Task to complete:
Look below and pull out each line with the word "that".

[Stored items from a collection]
────

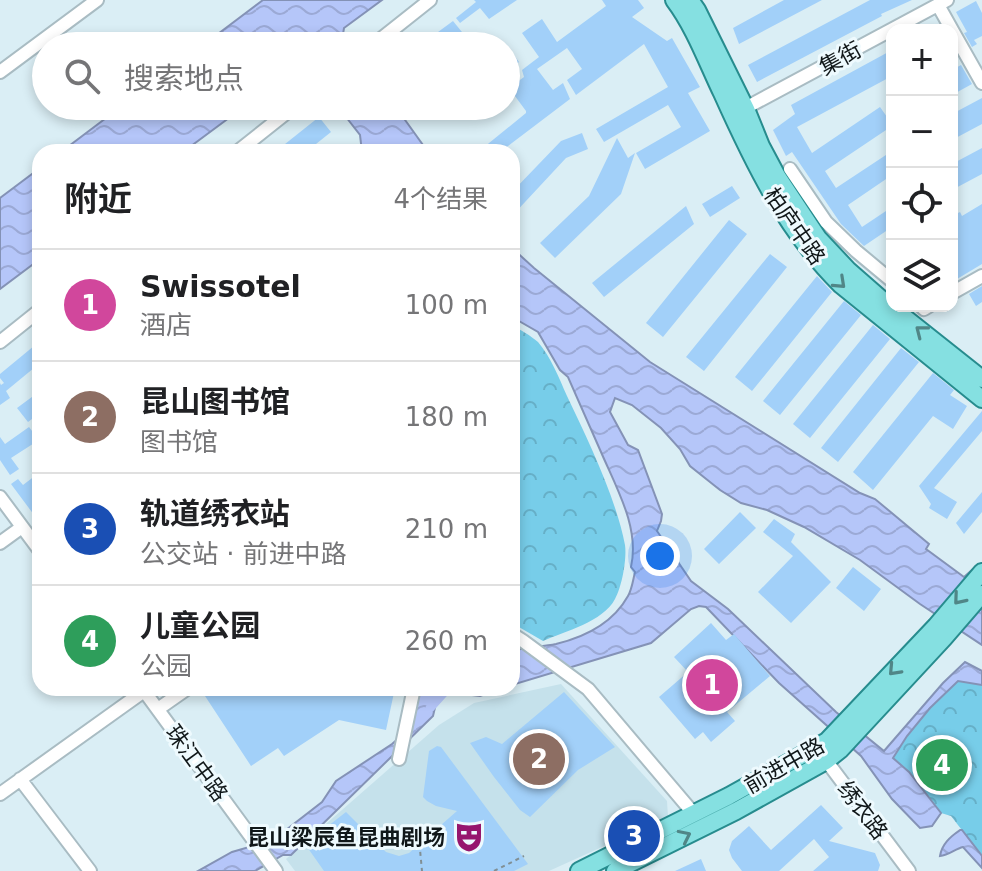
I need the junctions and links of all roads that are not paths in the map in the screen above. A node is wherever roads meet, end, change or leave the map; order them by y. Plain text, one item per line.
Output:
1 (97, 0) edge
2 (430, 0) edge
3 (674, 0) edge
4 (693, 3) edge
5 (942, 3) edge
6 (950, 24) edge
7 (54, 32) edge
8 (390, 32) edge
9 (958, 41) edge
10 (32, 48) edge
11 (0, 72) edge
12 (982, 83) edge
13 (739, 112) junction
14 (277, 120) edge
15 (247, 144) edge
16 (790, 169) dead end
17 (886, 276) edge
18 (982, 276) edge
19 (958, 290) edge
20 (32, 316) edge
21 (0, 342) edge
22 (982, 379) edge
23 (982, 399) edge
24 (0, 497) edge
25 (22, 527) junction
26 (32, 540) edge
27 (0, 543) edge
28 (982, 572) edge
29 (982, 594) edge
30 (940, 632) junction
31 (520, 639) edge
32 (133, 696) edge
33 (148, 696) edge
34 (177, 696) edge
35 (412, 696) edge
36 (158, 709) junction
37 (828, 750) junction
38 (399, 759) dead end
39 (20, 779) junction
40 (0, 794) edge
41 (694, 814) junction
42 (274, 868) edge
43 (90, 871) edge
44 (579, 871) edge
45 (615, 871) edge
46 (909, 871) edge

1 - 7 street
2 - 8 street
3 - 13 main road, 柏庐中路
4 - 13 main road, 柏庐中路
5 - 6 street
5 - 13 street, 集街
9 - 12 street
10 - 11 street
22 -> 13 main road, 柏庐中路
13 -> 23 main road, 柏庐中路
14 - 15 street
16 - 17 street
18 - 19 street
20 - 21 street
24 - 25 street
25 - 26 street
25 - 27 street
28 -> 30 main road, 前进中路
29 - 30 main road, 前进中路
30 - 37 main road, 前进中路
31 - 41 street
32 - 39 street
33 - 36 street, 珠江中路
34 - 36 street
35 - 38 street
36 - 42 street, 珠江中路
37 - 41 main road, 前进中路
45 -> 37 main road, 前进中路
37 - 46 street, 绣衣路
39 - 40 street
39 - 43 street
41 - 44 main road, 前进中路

────

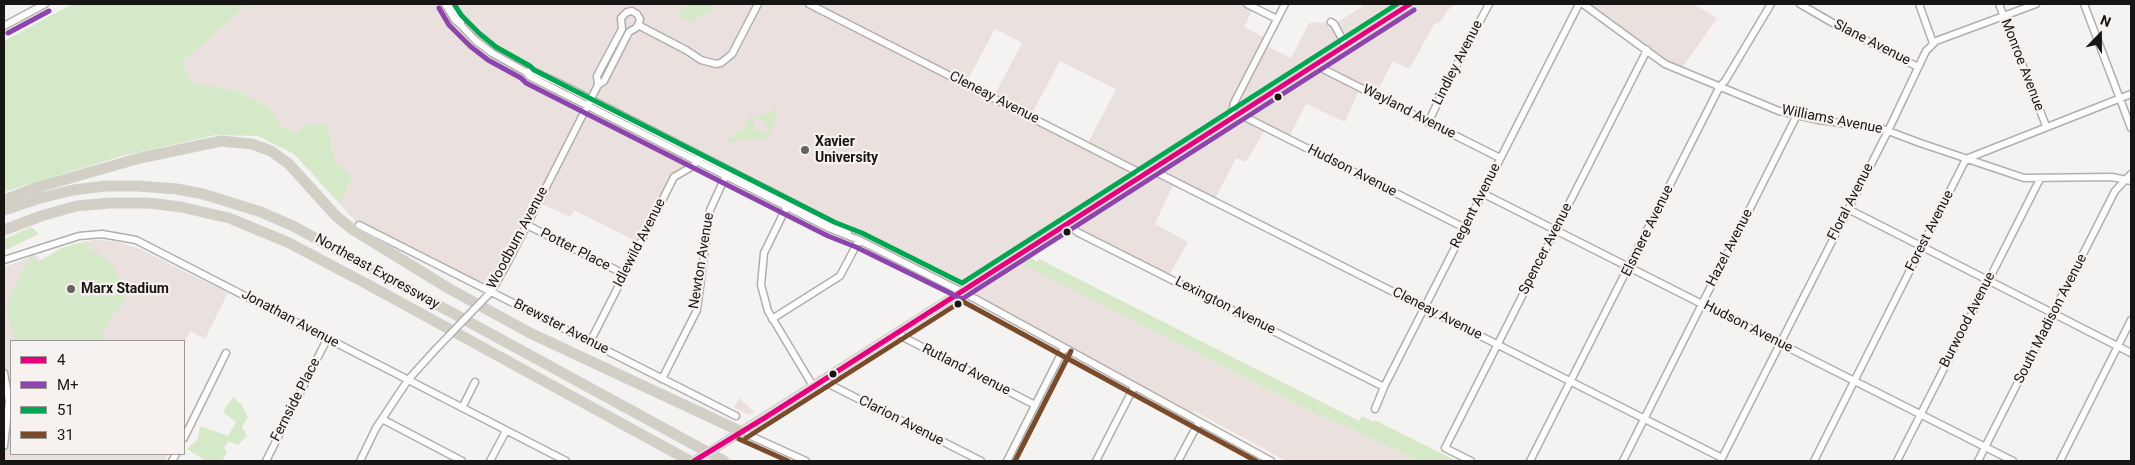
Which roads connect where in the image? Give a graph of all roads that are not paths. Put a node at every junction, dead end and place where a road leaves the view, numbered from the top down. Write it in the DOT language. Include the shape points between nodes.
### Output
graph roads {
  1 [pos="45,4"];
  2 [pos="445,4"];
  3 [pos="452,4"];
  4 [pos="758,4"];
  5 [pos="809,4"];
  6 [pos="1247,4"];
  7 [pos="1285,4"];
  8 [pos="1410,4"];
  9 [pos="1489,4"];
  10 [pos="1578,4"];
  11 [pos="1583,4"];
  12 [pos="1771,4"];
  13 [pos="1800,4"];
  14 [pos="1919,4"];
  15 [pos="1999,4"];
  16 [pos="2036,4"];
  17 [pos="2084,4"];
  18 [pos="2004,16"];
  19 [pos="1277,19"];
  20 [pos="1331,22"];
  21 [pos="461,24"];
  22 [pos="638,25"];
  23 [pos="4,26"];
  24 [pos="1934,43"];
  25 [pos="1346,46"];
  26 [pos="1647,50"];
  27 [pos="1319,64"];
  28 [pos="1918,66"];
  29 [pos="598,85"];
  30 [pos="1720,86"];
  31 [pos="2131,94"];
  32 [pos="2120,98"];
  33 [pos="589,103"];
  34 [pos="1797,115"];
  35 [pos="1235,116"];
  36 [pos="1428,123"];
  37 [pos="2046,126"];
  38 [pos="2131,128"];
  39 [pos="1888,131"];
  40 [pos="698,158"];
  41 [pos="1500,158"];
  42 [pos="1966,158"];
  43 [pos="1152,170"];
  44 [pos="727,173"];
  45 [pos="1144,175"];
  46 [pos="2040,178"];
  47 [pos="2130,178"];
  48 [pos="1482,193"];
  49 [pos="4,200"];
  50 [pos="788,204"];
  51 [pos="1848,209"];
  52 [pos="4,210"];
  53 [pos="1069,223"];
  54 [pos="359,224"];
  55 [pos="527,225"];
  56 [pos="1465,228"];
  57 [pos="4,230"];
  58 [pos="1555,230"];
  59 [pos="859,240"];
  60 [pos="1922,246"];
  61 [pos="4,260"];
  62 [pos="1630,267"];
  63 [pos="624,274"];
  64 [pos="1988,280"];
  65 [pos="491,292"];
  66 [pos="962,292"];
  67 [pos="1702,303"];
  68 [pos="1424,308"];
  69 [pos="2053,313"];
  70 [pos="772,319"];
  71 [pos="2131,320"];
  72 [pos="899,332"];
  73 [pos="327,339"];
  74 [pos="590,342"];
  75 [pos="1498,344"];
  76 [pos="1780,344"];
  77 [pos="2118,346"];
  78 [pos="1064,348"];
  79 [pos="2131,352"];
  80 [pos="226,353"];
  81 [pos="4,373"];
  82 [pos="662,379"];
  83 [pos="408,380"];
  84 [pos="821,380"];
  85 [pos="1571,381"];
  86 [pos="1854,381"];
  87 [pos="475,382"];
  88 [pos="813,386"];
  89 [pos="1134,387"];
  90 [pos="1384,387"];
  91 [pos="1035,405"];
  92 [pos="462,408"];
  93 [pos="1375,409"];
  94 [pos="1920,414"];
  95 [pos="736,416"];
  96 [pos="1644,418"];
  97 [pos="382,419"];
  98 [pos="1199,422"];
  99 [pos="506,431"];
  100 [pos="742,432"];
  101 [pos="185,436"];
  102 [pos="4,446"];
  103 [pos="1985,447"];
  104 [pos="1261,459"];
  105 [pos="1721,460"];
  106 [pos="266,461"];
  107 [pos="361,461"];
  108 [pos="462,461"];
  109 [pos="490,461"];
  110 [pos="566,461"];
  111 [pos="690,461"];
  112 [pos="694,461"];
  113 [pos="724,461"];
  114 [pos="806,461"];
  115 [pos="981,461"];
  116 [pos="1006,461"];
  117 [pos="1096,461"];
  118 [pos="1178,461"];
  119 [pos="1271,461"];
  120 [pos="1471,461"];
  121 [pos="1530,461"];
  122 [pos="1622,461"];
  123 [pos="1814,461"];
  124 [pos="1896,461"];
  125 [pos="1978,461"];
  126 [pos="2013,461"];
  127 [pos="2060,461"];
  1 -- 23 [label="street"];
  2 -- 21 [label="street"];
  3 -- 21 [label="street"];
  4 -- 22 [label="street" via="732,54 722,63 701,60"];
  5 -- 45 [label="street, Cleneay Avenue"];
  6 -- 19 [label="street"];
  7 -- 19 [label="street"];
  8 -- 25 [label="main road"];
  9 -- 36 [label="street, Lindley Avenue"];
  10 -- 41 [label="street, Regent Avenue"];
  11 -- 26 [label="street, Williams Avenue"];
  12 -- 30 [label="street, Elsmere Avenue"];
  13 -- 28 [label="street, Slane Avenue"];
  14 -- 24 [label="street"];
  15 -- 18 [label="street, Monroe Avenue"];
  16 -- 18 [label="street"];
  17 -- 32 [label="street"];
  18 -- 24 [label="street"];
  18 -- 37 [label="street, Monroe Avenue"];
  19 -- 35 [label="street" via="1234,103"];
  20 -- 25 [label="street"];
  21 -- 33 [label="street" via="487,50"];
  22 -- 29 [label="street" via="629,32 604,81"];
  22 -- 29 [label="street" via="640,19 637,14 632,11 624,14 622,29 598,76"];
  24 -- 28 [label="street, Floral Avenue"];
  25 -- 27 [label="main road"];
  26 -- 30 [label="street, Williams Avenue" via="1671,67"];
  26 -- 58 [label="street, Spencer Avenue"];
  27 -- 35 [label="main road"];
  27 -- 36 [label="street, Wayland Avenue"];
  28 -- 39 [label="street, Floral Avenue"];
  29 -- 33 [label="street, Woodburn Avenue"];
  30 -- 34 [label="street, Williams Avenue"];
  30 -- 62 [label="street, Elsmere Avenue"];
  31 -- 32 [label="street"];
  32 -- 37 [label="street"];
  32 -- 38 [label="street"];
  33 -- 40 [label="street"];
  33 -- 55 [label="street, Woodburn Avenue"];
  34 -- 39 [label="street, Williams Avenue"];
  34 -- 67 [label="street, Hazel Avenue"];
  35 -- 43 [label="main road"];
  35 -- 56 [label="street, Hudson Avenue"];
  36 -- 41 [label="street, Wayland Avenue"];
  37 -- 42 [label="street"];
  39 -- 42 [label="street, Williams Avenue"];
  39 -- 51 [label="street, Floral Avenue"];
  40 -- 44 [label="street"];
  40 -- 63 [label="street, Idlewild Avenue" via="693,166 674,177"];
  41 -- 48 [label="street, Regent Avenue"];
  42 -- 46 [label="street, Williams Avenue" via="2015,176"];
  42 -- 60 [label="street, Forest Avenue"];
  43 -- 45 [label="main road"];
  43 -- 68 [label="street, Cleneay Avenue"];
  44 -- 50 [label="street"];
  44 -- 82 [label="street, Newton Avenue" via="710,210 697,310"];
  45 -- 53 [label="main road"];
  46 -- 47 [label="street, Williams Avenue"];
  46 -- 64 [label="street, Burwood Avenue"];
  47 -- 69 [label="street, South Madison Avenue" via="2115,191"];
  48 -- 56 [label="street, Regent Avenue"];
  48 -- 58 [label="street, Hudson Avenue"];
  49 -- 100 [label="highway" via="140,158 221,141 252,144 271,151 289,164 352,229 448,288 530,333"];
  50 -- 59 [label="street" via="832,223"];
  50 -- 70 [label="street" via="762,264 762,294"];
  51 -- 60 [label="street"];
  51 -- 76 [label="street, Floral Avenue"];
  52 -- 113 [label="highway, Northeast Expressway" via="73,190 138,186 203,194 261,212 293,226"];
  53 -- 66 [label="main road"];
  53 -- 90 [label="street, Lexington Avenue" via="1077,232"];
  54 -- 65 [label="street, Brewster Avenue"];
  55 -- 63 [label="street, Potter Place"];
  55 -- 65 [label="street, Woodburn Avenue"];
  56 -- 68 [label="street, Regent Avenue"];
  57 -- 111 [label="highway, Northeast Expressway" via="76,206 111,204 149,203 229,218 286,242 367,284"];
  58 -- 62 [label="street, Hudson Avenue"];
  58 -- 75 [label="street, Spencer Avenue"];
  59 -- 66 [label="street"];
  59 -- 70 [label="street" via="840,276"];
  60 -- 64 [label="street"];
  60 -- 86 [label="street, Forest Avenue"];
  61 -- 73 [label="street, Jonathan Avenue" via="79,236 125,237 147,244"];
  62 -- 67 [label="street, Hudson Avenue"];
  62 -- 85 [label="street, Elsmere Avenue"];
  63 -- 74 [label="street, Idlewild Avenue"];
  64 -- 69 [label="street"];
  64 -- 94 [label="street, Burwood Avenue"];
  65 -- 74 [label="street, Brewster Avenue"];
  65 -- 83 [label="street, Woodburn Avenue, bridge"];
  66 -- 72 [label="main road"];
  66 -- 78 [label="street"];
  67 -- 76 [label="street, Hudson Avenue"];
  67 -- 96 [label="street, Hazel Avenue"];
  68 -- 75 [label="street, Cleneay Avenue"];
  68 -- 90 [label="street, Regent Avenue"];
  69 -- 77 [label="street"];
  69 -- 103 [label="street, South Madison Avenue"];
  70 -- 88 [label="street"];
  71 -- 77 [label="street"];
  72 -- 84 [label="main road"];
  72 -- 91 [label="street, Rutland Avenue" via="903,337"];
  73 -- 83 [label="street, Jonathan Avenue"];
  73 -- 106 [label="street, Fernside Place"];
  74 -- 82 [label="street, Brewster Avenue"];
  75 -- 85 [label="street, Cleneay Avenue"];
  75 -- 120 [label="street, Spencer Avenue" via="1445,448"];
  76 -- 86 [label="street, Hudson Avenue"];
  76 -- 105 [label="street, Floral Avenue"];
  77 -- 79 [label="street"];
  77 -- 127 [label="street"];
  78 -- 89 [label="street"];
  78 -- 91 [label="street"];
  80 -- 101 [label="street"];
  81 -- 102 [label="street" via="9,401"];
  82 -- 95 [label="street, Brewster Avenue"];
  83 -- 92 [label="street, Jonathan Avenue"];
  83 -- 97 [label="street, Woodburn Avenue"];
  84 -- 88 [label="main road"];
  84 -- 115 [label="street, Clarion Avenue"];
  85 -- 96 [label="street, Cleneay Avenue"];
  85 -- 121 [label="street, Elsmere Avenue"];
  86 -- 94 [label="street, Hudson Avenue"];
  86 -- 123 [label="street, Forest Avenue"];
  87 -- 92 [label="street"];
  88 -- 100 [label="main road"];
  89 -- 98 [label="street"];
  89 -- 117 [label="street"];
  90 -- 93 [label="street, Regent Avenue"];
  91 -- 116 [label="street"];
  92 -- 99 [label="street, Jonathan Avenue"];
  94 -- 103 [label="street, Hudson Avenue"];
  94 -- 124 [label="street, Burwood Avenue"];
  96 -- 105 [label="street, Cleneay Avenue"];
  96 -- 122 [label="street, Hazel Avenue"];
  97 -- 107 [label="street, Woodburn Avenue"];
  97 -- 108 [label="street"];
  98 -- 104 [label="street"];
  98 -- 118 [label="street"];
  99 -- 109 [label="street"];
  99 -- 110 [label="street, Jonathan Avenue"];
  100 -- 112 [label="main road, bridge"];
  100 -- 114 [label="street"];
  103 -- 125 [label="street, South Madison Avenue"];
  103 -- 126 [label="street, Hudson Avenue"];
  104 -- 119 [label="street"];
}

────

Output below:
I need the junctions and links of all roads that are not paths in the map in the screen above. A node is wherever roads meet, end, change or leave the map; order them by y. Plain text, one item per line.
Which roads connect where in the image? Give a graph of all roads that are not paths. Put a node at every junction, dead end and place where a road leaves the view, numbered from the top down. Write it in the DOT language. Include the shape points between nodes.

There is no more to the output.